Tre McBride (born December 1, 1992) is an American former professional football player who was a wide receiver in the National Football League (NFL). He played college football for the William & Mary Tribe, and was selected by the Tennessee Titans in the seventh round of the 2015 NFL draft.

==Early life==
McBride attended Ola High School in McDonough, Georgia. He played on the football team and had 1,500 all-purpose yards as a senior and 1,000 as a junior. He also lettered in basketball and track & field, where he had personal-bests of 24.00 seconds in the 200-meter dash, 1.83 meters (6 feet) in the high jump and 13.0 meters (42 feet, 6.5 inches) in the triple jump.

==College career==
McBride played at the College of William & Mary from 2011 to 2014. As a freshman, he played in all 11 games and had 14 receptions for 146 yards. He was the first freshman wide receiver since 2005 to play for William & Mary. As a sophomore, McBride started all 11 games and led the team with 55 receptions for 897 yards and 10 touchdowns. As a junior, he started 11 of 12 games and again led the team with 63 receptions for 801 yards and five touchdowns. He was also the kick returner and led the team with 1,533 total all-purpose yards. As a senior, he had 64 receptions for 809 yards and four touchdowns. Against Villanova, he set the school record for most all-purpose yards in a game with 359.

==Professional career==
===Pre-draft===
McBride played in the 2015 East–West Shrine Game, where he impressed and improved his stock for the 2015 NFL draft.

Pre-draft measurables
| Height | Weight | Arm length | Hand span | 40-yard dash | 10-yard split | 20-yard split | 20-yard shuttle | Three-cone drill | Vertical jump | Broad jump | Bench press |
| 6 ft 0+1⁄4 in (1.84 m) | 210 lb (95 kg) | 32+1⁄8 in (0.82 m) | 9 in (0.23 m) | 4.41 s | 1.49 s | 2.55 s | 4.08 s | 6.96 s | 38.0 in (0.97 m) | 10 ft 2 in (3.10 m) | 16 reps |
All values from NFL Combine

===Tennessee Titans===
McBride was selected by the Tennessee Titans in the seventh round, 245th overall, in the 2015 NFL draft. On September 5, 2015, he was waived and was signed to the practice squad the next day. On November 17, McBride was elevated to the active roster.

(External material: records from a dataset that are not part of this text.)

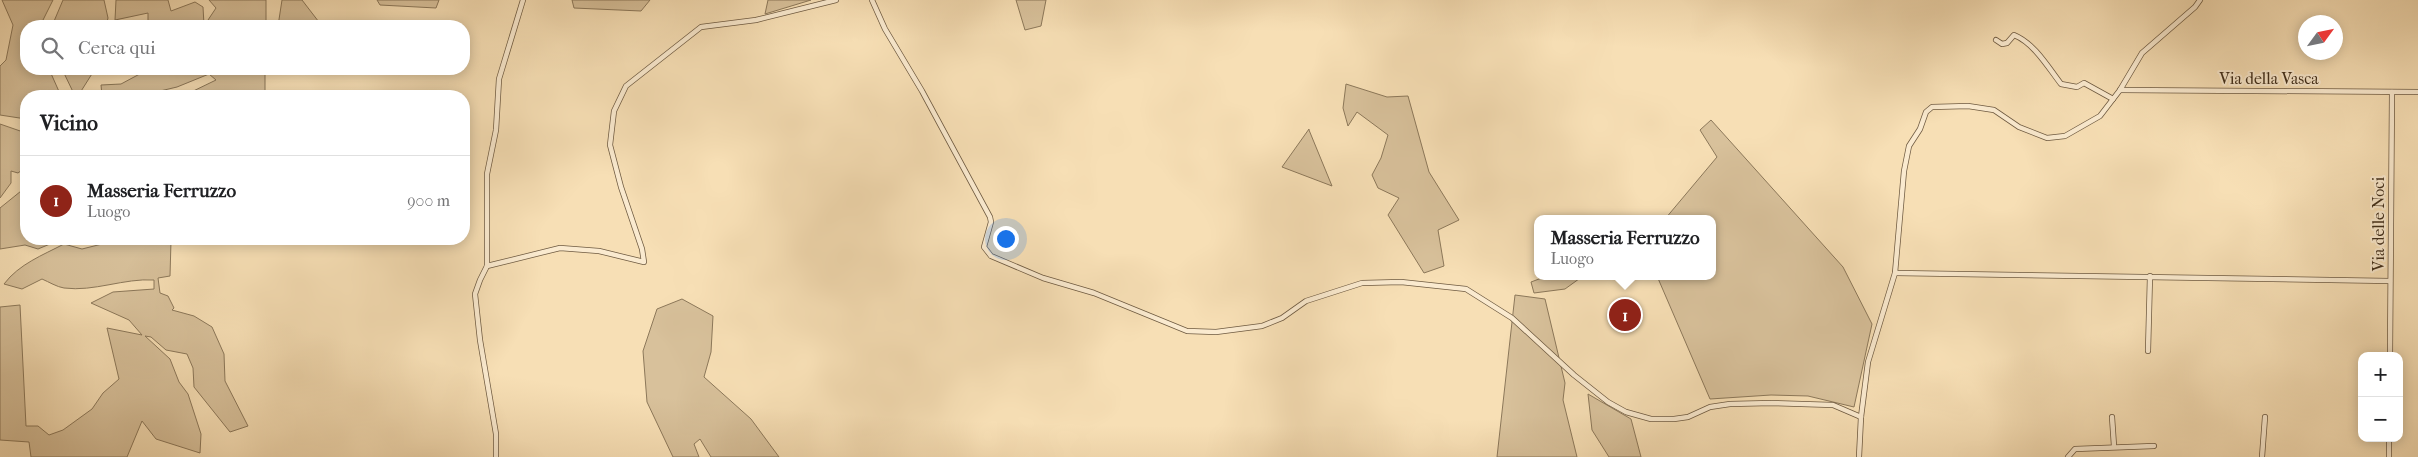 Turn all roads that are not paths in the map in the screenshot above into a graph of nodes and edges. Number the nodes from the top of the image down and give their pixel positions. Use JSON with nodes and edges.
{"nodes":[{"id":1,"x":523,"y":0,"type":"edge"},
{"id":2,"x":836,"y":0,"type":"edge"},
{"id":3,"x":872,"y":0,"type":"edge"},
{"id":4,"x":2200,"y":0,"type":"edge"},
{"id":5,"x":1996,"y":40,"type":"dead end"},
{"id":6,"x":2120,"y":90,"type":"junction"},
{"id":7,"x":2392,"y":92,"type":"junction"},
{"id":8,"x":2418,"y":92,"type":"edge"},
{"id":9,"x":2114,"y":99,"type":"junction"},
{"id":10,"x":488,"y":266,"type":"junction"},
{"id":11,"x":1895,"y":273,"type":"junction"},
{"id":12,"x":2150,"y":276,"type":"junction"},
{"id":13,"x":2390,"y":281,"type":"junction"},
{"id":14,"x":2148,"y":351,"type":"dead end"},
{"id":15,"x":2390,"y":352,"type":"edge"},
{"id":16,"x":1861,"y":417,"type":"junction"},
{"id":17,"x":2112,"y":417,"type":"dead end"},
{"id":18,"x":2266,"y":417,"type":"dead end"},
{"id":19,"x":2389,"y":442,"type":"edge"},
{"id":20,"x":2114,"y":446,"type":"junction"},
{"id":21,"x":2154,"y":446,"type":"dead end"},
{"id":22,"x":496,"y":457,"type":"edge"},
{"id":23,"x":1859,"y":457,"type":"edge"},
{"id":24,"x":2068,"y":457,"type":"edge"},
{"id":25,"x":2262,"y":457,"type":"edge"},
{"id":26,"x":2389,"y":457,"type":"edge"}],
"edges":[{"from":1,"to":10,"type":"street"},
{"from":2,"to":10,"type":"street"},
{"from":3,"to":16,"type":"street"},
{"from":4,"to":6,"type":"street"},
{"from":5,"to":9,"type":"street"},
{"from":6,"to":7,"type":"street","name":"Via della Vasca"},
{"from":6,"to":9,"type":"street"},
{"from":7,"to":8,"type":"street","name":"Via della Vasca"},
{"from":7,"to":13,"type":"street","name":"Via delle Noci"},
{"from":9,"to":11,"type":"street"},
{"from":10,"to":22,"type":"street"},
{"from":11,"to":12,"type":"street"},
{"from":11,"to":16,"type":"street"},
{"from":12,"to":13,"type":"street"},
{"from":12,"to":14,"type":"street"},
{"from":13,"to":15,"type":"street","name":"Via delle Noci"},
{"from":16,"to":23,"type":"street"},
{"from":17,"to":20,"type":"street"},
{"from":18,"to":25,"type":"street"},
{"from":19,"to":26,"type":"street"},
{"from":20,"to":21,"type":"street"},
{"from":20,"to":24,"type":"street"}]}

McBride was waived by the Titans on September 5, 2016. The next day, he was signed to the Titans' practice squad. He was promoted to the active roster on November 1. On September 2, 2017, McBride was waived by the Titans.

===Chicago Bears===
On September 3, 2017, McBride was claimed off waivers by the Chicago Bears. He was waived on September 23, and was re-signed to the practice squad. McBride was promoted back to the active roster on October 2. He was waived on November 28.

===New York Jets===
On December 1, 2017, McBride was signed to the New York Jets' practice squad. He signed a reserve/future contract with the Jets on January 1, 2018.

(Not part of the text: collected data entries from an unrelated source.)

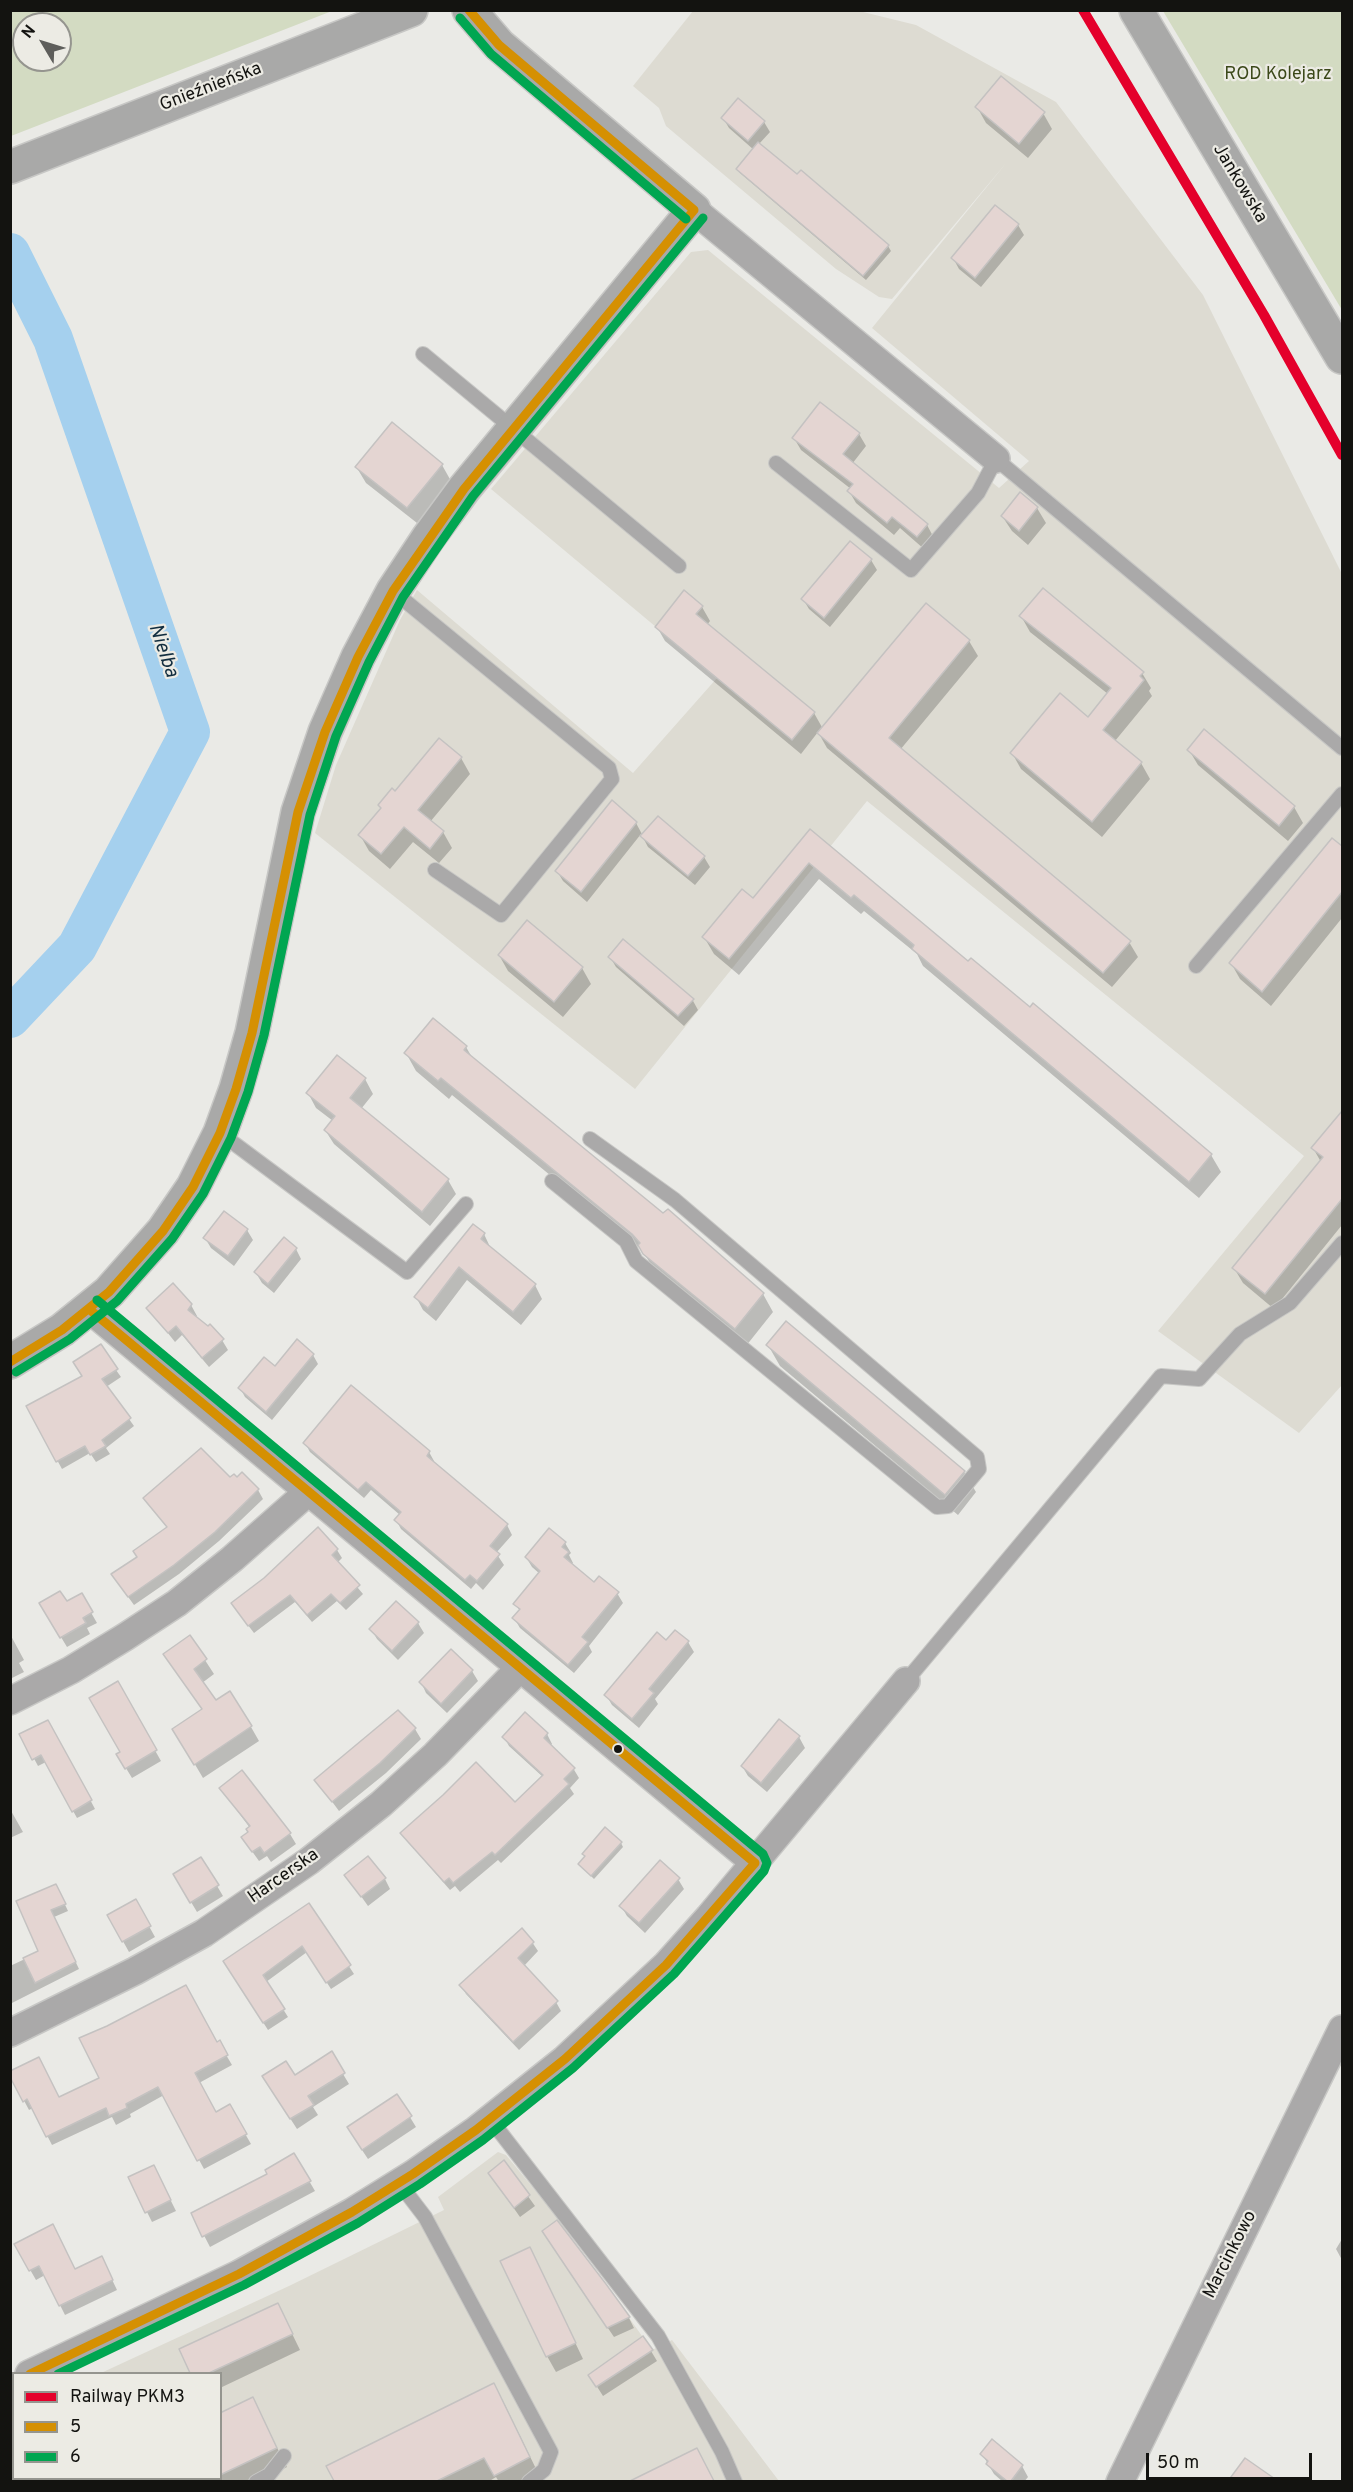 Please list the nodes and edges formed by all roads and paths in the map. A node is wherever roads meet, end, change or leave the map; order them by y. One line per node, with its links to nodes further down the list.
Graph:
1 (411, 10): 4 (street, Gnieźnieńska)
2 (469, 10): 5 (street)
3 (1136, 10): 7 (street, Jankowska)
4 (10, 167)
5 (694, 210): 8 (street); 9 (street)
6 (423, 354): 8 (lane)
7 (1342, 357)
8 (514, 428): 11 (lane); 12 (street)
9 (996, 459): 10 (lane); 13 (lane)
10 (776, 463)
11 (679, 566)
12 (393, 591): 15 (lane); 17 (street)
13 (1342, 748)
14 (1342, 794): 16 (lane)
15 (435, 870)
16 (1196, 966)
17 (220, 1133): 20 (lane); 22 (street)
18 (590, 1139): 19 (lane)
19 (552, 1181)
20 (466, 1204)
21 (1342, 1243): 26 (lane)
22 (88, 1309): 23 (street); 24 (street)
23 (10, 1362)
24 (308, 1492): 25 (street); 27 (street)
25 (520, 1668): 28 (street); 30 (street, Harcerska)
26 (906, 1682): 28 (street)
27 (10, 1701)
28 (755, 1863): 31 (street)
29 (1342, 2029): 38 (street, Marcinkowo)
30 (10, 2032)
31 (490, 2119): 32 (street); 37 (lane)
32 (399, 2183): 33 (street); 36 (lane)
33 (31, 2372)
34 (284, 2456): 35 (lane)
35 (256, 2481)
36 (529, 2481)
37 (735, 2481)
38 (1120, 2481)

On September 1, 2018, McBride was waived by the Jets.

===Washington Redskins===
On January 2, 2019, McBride signed a reserve/future contract with the Washington Redskins, with him later being waived on April 30.

===Jacksonville Jaguars===
On June 13, 2019, McBride signed with the Jacksonville Jaguars. He was waived by Jacksonville on August 31.

===DC Defenders===
McBride was selected by the DC Defenders of the XFL in the 2nd round in the 2020 XFL draft.

===Los Angeles Wildcats===
McBride was traded to the Los Angeles Wildcats in exchange for wide receiver Rashad Ross on January 12, 2020. He had his contract terminated when the league suspended operations on April 10.